I've heard this "one year of experience 10 times" phrase before. It seems to mean different things in different contexts to different people. Can you explain what it means to you and the implications?


Real world example:

I started my second job in 1999 it was for a bill processing/printing company. Companies would send us data files via ftp, we would merge the files and create files in a format used by industrial printers and mail them out. Later on we were one of the early integrators with CheckFree that was the backend for most online bill payment services.

I wrote mostly processing programs in VB6, Perl and C++. I did some GUI programming with C++/MFC/COM (ask your parents).

Fast forward to 2008, the world had moved on. But I was still using VB6 (discontinued in 2001) and C++/MFC. My compensation was only $7K more in 2008 than it was in 2000. There were other people doing the new shiny while I maintained the old systems.

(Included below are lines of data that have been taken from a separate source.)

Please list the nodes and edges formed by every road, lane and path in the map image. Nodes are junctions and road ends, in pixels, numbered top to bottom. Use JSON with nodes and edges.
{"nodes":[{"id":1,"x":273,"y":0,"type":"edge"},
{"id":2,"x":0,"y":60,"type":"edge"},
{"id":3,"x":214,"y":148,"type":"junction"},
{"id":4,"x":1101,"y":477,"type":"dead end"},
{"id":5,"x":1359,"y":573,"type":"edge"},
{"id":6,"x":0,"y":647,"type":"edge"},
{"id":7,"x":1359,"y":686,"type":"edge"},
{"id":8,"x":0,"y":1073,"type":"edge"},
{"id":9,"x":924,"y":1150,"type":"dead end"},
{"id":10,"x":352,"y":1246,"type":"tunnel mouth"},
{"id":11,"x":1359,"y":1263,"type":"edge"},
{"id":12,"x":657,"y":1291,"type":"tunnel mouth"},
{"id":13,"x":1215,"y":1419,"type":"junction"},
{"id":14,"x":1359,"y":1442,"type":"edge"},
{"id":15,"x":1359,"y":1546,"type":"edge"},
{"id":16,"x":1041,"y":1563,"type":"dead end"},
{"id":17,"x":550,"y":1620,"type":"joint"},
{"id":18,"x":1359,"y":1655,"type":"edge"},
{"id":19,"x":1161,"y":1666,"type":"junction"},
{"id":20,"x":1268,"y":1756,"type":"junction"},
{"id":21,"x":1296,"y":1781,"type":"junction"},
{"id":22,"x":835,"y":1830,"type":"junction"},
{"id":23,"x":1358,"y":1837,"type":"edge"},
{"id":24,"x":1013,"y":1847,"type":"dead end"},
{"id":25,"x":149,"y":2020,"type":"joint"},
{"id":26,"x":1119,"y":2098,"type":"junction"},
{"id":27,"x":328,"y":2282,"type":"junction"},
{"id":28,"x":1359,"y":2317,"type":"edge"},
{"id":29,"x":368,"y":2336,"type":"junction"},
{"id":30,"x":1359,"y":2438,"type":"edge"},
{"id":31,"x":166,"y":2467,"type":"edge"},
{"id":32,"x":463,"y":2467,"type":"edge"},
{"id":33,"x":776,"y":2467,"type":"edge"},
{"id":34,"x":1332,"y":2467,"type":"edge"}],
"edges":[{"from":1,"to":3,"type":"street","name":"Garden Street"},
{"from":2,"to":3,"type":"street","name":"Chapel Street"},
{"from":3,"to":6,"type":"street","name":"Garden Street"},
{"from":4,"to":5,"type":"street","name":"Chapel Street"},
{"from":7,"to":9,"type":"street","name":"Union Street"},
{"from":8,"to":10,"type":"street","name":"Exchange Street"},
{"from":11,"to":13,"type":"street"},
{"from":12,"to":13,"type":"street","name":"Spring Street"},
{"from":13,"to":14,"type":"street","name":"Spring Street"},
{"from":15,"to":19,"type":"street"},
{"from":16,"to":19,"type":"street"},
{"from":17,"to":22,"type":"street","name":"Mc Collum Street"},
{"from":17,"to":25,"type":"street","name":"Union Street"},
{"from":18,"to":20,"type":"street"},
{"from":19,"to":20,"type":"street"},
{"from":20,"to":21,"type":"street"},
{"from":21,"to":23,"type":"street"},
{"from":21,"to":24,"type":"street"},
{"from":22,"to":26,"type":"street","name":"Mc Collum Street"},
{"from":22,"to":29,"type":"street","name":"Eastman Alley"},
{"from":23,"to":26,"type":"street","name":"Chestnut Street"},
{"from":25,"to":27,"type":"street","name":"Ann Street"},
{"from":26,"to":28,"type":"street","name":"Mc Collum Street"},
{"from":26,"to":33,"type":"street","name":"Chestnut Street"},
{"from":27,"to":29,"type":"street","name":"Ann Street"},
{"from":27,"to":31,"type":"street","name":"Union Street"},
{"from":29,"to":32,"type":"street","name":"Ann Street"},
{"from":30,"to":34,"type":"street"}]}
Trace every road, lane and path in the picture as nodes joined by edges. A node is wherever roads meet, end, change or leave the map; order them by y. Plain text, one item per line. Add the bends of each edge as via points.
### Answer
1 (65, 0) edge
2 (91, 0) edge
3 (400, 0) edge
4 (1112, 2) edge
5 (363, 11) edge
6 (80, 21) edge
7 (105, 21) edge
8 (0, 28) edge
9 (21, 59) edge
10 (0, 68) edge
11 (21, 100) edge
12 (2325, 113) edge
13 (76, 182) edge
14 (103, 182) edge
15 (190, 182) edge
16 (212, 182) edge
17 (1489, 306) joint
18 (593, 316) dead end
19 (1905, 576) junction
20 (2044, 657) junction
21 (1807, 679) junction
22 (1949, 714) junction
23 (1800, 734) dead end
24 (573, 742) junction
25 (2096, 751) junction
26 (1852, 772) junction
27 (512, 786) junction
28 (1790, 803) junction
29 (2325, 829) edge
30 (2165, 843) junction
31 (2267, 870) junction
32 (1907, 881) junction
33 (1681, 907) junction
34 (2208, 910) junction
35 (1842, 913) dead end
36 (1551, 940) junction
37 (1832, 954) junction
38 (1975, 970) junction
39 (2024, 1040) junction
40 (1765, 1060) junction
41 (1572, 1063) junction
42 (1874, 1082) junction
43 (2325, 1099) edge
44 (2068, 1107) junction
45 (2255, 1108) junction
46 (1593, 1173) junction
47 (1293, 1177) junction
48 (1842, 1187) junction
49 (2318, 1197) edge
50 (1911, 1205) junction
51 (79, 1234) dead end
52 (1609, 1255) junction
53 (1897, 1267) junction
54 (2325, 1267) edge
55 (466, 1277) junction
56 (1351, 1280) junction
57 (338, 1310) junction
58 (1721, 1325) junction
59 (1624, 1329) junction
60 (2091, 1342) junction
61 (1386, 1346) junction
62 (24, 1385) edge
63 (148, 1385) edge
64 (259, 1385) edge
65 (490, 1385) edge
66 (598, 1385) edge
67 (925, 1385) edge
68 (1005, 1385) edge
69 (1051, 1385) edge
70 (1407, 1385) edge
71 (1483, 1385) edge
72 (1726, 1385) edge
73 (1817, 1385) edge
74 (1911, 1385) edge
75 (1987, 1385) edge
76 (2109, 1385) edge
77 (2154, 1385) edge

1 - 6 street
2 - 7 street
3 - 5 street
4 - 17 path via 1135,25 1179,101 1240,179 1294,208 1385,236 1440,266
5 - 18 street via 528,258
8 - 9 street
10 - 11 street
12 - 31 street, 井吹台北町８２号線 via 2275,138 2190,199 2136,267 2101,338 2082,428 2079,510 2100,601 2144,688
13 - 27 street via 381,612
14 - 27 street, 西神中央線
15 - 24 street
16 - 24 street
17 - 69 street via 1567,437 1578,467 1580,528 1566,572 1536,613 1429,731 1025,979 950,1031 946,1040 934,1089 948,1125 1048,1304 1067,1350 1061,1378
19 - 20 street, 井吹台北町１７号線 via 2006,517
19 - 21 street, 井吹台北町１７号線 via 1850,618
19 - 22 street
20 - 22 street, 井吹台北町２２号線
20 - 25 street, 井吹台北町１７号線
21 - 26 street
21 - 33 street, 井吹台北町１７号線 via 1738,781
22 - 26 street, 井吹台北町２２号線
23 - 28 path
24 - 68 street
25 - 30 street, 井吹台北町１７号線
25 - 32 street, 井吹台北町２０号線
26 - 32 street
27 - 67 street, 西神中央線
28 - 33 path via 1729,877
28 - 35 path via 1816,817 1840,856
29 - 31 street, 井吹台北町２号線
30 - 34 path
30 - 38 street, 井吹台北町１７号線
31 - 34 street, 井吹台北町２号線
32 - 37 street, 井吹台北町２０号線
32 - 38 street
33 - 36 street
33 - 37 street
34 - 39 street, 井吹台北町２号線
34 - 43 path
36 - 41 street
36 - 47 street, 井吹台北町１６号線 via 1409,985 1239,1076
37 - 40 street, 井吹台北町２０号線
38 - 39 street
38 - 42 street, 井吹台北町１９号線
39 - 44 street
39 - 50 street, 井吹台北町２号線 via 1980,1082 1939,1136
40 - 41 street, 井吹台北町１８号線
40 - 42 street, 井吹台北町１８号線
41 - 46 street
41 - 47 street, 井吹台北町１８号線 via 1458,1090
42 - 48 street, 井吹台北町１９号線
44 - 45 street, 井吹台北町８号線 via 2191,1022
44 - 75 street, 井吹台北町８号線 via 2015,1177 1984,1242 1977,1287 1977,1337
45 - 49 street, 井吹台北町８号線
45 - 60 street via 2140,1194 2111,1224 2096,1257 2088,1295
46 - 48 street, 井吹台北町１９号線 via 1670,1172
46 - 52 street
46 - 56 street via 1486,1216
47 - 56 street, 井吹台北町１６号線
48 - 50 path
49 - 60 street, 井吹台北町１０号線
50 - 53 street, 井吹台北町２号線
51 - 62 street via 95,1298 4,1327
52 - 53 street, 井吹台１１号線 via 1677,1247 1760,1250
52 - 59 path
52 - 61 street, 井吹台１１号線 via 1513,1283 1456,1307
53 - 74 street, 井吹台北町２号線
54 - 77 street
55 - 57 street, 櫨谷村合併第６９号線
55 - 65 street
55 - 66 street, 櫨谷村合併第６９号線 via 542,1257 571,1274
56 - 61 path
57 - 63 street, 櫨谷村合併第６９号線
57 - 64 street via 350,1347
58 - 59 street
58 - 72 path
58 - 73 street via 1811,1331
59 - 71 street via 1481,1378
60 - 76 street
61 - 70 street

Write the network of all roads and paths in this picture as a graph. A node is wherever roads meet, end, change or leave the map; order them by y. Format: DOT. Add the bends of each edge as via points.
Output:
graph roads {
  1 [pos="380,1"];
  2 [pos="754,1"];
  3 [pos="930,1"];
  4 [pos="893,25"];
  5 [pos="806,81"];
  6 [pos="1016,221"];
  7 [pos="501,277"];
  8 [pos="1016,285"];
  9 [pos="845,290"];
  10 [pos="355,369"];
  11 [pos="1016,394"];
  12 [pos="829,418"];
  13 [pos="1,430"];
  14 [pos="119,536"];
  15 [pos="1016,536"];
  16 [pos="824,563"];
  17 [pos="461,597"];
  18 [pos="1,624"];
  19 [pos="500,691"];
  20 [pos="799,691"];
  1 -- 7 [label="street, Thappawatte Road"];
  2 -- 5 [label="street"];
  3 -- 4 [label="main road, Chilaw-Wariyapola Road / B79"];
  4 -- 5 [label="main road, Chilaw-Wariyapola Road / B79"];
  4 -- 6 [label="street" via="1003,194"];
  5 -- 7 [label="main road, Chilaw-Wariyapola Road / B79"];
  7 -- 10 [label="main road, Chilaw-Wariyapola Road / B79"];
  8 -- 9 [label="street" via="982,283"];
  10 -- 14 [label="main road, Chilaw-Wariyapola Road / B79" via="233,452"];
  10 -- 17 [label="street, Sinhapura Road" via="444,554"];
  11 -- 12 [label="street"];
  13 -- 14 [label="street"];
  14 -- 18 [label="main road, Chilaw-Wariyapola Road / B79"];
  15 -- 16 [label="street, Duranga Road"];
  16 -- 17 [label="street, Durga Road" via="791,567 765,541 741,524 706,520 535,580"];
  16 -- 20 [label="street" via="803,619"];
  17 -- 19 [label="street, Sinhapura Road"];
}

I learned my lesson. Over the next 10 years, I changed jobs 5 times and doubled my income - nothing to brag about. It was still about what entry level developers get as return offers in BigTech. I was laser focused on keeping my skillset in sync with the market.

By 2017 though, I realized my market value as an enterprise dev was going to plateau in 3 years and my youngest was graduating from college. I started pivoting to “cloud” and got into “application modernization” consulting - basically a fancy term for cloud app development and deployments.

I got my current job in consulting in about two years ago.


Good lessons here on tracking the market, keeping skills up to date, and skating to where the puck is going. I imagine the modernization niche pays pretty well. :)


Ironically, “application modernization” seems to be the worse paying cloud specialty in the industry. At most consulting companies, “implementations” pays the least and is outsourced to cheaper labor and junior consultants.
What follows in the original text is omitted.